Records supplied

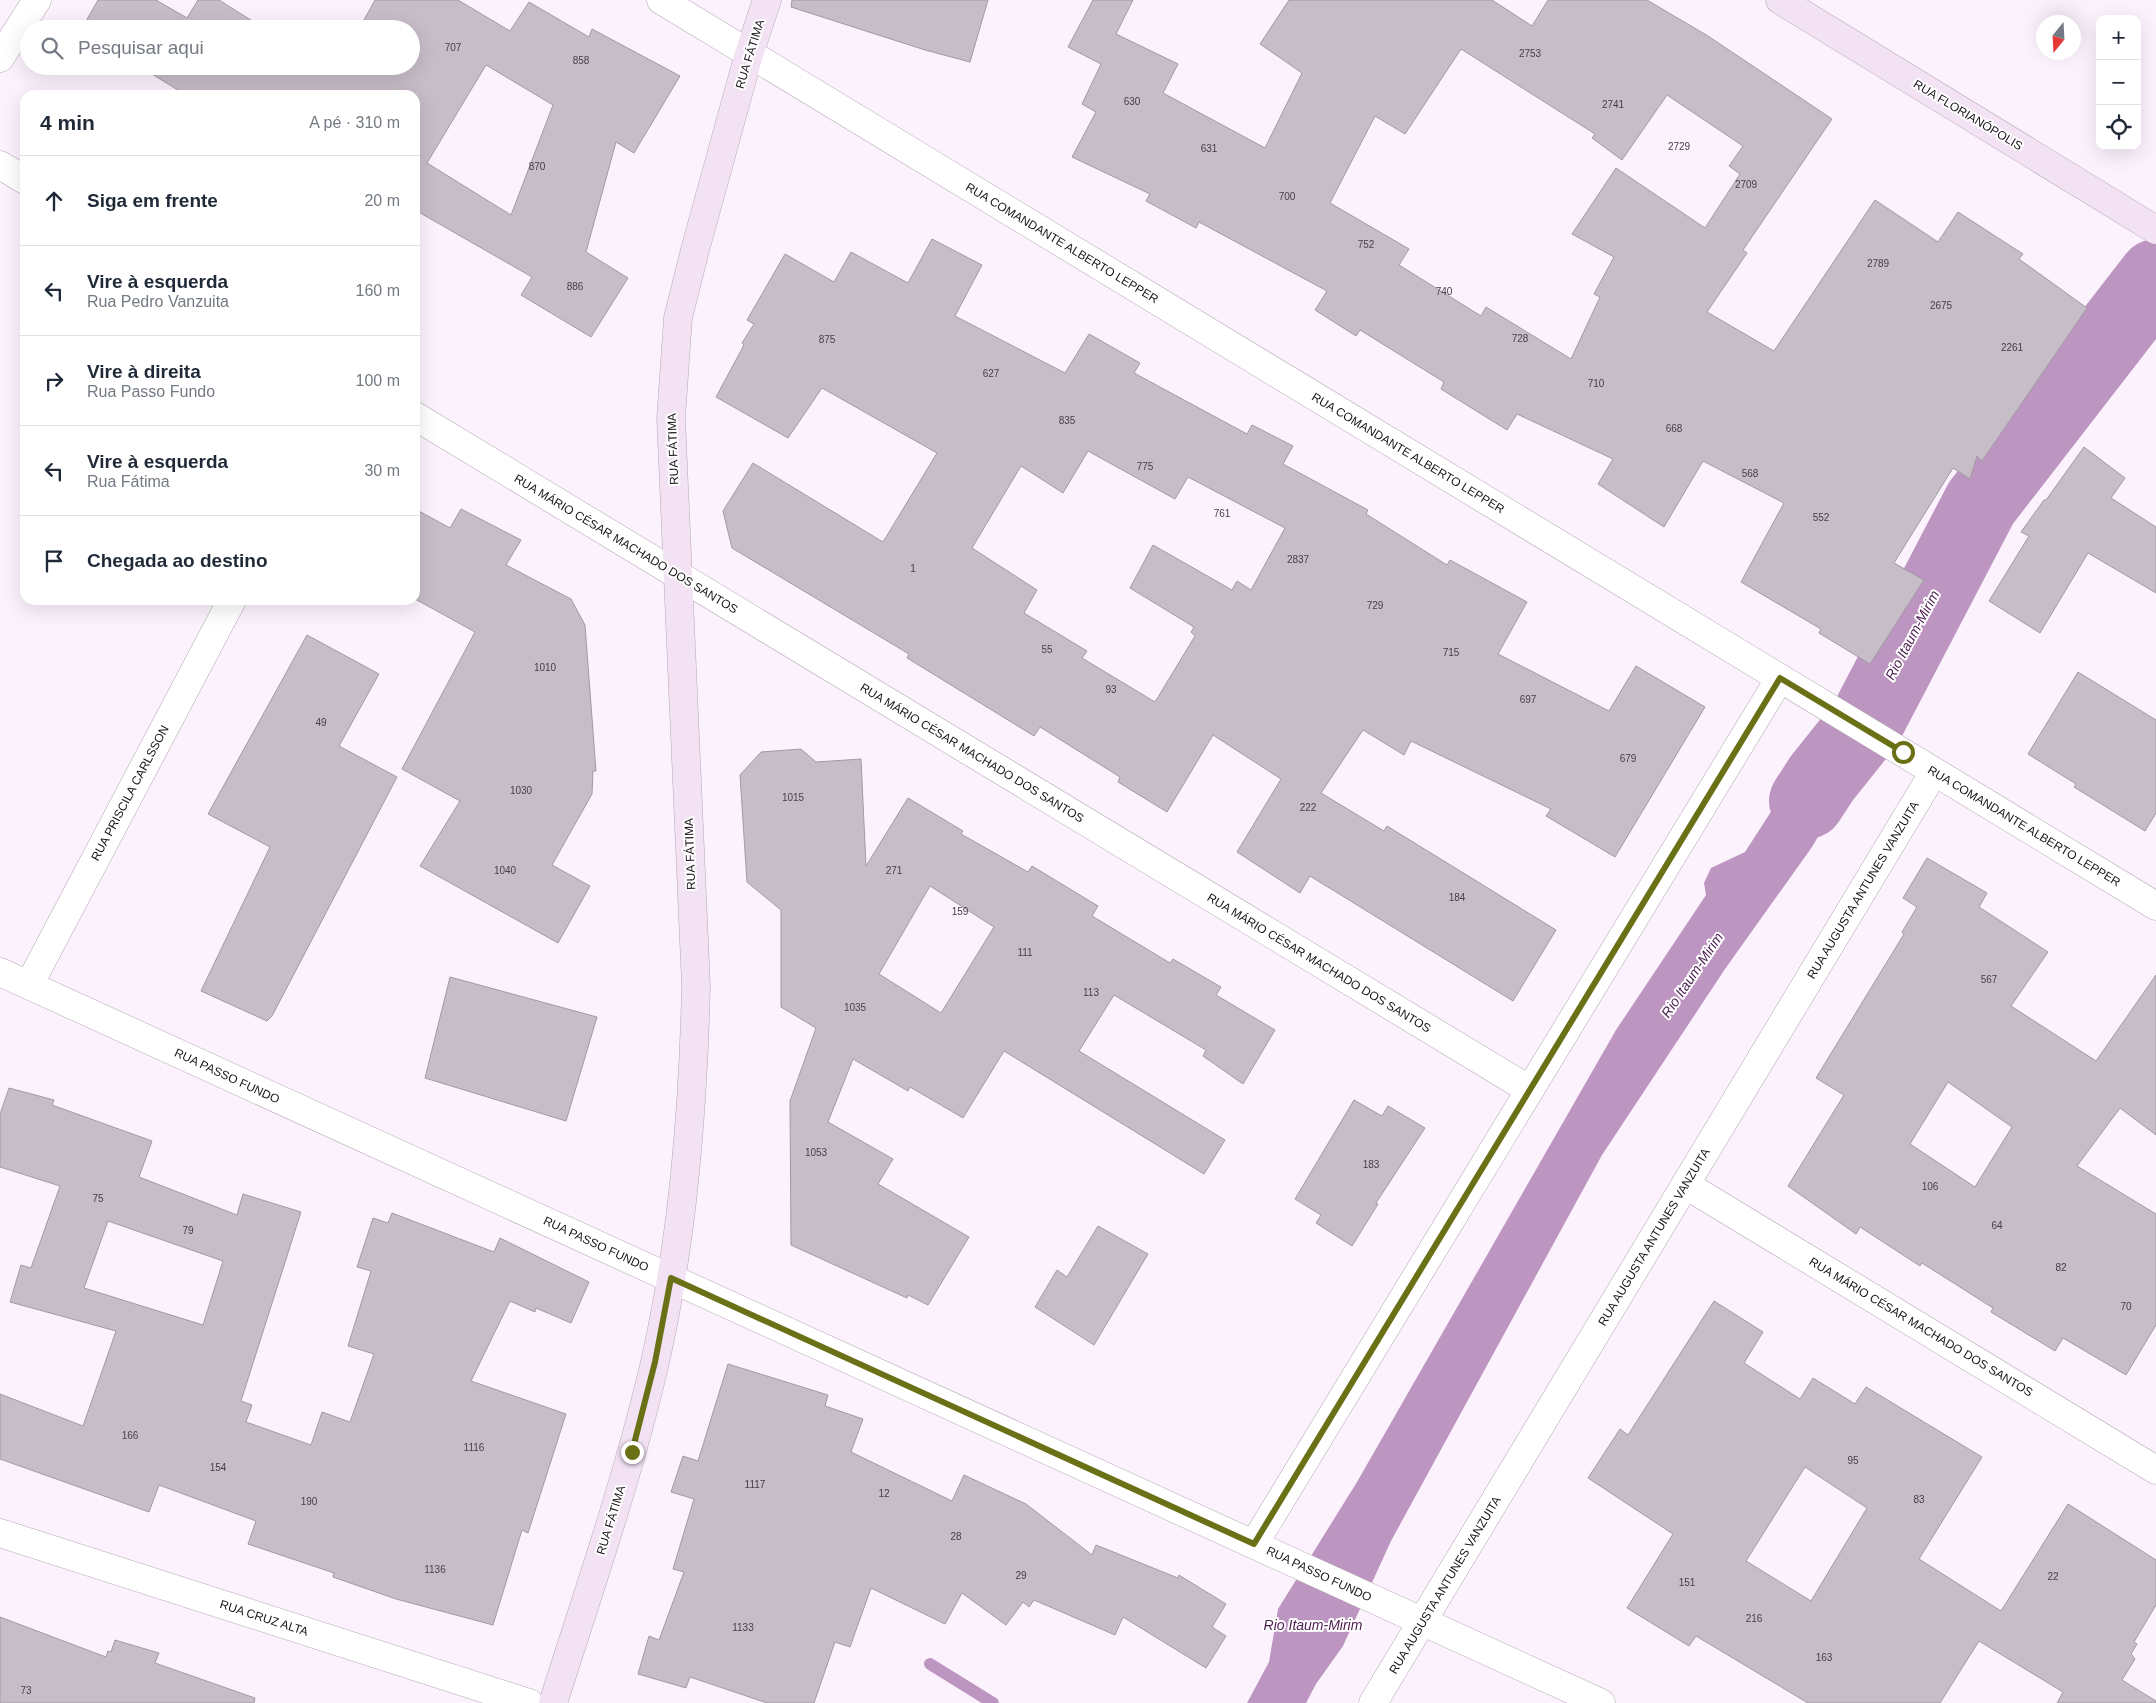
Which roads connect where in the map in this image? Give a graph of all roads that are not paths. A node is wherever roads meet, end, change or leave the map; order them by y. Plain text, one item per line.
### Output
1 (37, 0) edge
2 (661, 0) edge
3 (767, 0) edge
4 (1780, 0) edge
5 (24, 20) edge
6 (20, 27) edge
7 (750, 54) junction
8 (0, 58) edge
9 (0, 165) edge
10 (20, 177) edge
11 (2145, 223) edge
12 (420, 419) edge
13 (678, 575) junction
14 (229, 605) edge
15 (1780, 678) junction
16 (1934, 772) junction
17 (2156, 906) edge
18 (0, 972) edge
19 (28, 985) junction
20 (1530, 1090) junction
21 (1686, 1185) junction
22 (671, 1278) junction
23 (2156, 1470) edge
24 (0, 1533) edge
25 (1254, 1544) junction
26 (1423, 1622) junction
27 (529, 1703) edge
28 (553, 1703) edge
29 (1373, 1703) edge
30 (1601, 1703) edge

1 - 5 street
2 - 7 street, RUA COMANDANTE ALBERTO LEPPER
3 - 7 main road, RUA FÁTIMA
4 - 11 main road, RUA FLORIANÓPOLIS
6 - 8 street
7 - 13 main road, RUA FÁTIMA
7 - 15 street, RUA COMANDANTE ALBERTO LEPPER
9 - 10 street
12 - 13 street, RUA MÁRIO CÉSAR MACHADO DOS SANTOS
13 - 20 street, RUA MÁRIO CÉSAR MACHADO DOS SANTOS
13 - 22 main road, RUA FÁTIMA
14 - 19 street, RUA PRISCILA CARLSSON
15 - 16 street, RUA COMANDANTE ALBERTO LEPPER
15 - 20 street
16 - 17 street, RUA COMANDANTE ALBERTO LEPPER
16 - 21 street, RUA AUGUSTA ANTUNES VANZUITA
18 - 19 street, RUA PASSO FUNDO
19 - 22 street, RUA PASSO FUNDO
20 - 25 street
21 - 23 street, RUA MÁRIO CÉSAR MACHADO DOS SANTOS
21 - 26 street, RUA AUGUSTA ANTUNES VANZUITA
22 - 25 street, RUA PASSO FUNDO
22 - 28 main road, RUA FÁTIMA
24 - 27 street, RUA CRUZ ALTA
25 - 26 street, RUA PASSO FUNDO
26 - 29 street, RUA AUGUSTA ANTUNES VANZUITA
26 - 30 street, RUA PASSO FUNDO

Prompt
Leaving images out, please output every line of the data exactly.

The answer
Which roads connect where in the map in this image? Give a graph of all roads that are not paths. A node is wherever roads meet, end, change or leave the map; order them by y. Plain text, one item per line.
### Output
1 (37, 0) edge
2 (661, 0) edge
3 (767, 0) edge
4 (1780, 0) edge
5 (24, 20) edge
6 (20, 27) edge
7 (750, 54) junction
8 (0, 58) edge
9 (0, 165) edge
10 (20, 177) edge
11 (2145, 223) edge
12 (420, 419) edge
13 (678, 575) junction
14 (229, 605) edge
15 (1780, 678) junction
16 (1934, 772) junction
17 (2156, 906) edge
18 (0, 972) edge
19 (28, 985) junction
20 (1530, 1090) junction
21 (1686, 1185) junction
22 (671, 1278) junction
23 (2156, 1470) edge
24 (0, 1533) edge
25 (1254, 1544) junction
26 (1423, 1622) junction
27 (529, 1703) edge
28 (553, 1703) edge
29 (1373, 1703) edge
30 (1601, 1703) edge

1 - 5 street
2 - 7 street, RUA COMANDANTE ALBERTO LEPPER
3 - 7 main road, RUA FÁTIMA
4 - 11 main road, RUA FLORIANÓPOLIS
6 - 8 street
7 - 13 main road, RUA FÁTIMA
7 - 15 street, RUA COMANDANTE ALBERTO LEPPER
9 - 10 street
12 - 13 street, RUA MÁRIO CÉSAR MACHADO DOS SANTOS
13 - 20 street, RUA MÁRIO CÉSAR MACHADO DOS SANTOS
13 - 22 main road, RUA FÁTIMA
14 - 19 street, RUA PRISCILA CARLSSON
15 - 16 street, RUA COMANDANTE ALBERTO LEPPER
15 - 20 street
16 - 17 street, RUA COMANDANTE ALBERTO LEPPER
16 - 21 street, RUA AUGUSTA ANTUNES VANZUITA
18 - 19 street, RUA PASSO FUNDO
19 - 22 street, RUA PASSO FUNDO
20 - 25 street
21 - 23 street, RUA MÁRIO CÉSAR MACHADO DOS SANTOS
21 - 26 street, RUA AUGUSTA ANTUNES VANZUITA
22 - 25 street, RUA PASSO FUNDO
22 - 28 main road, RUA FÁTIMA
24 - 27 street, RUA CRUZ ALTA
25 - 26 street, RUA PASSO FUNDO
26 - 29 street, RUA AUGUSTA ANTUNES VANZUITA
26 - 30 street, RUA PASSO FUNDO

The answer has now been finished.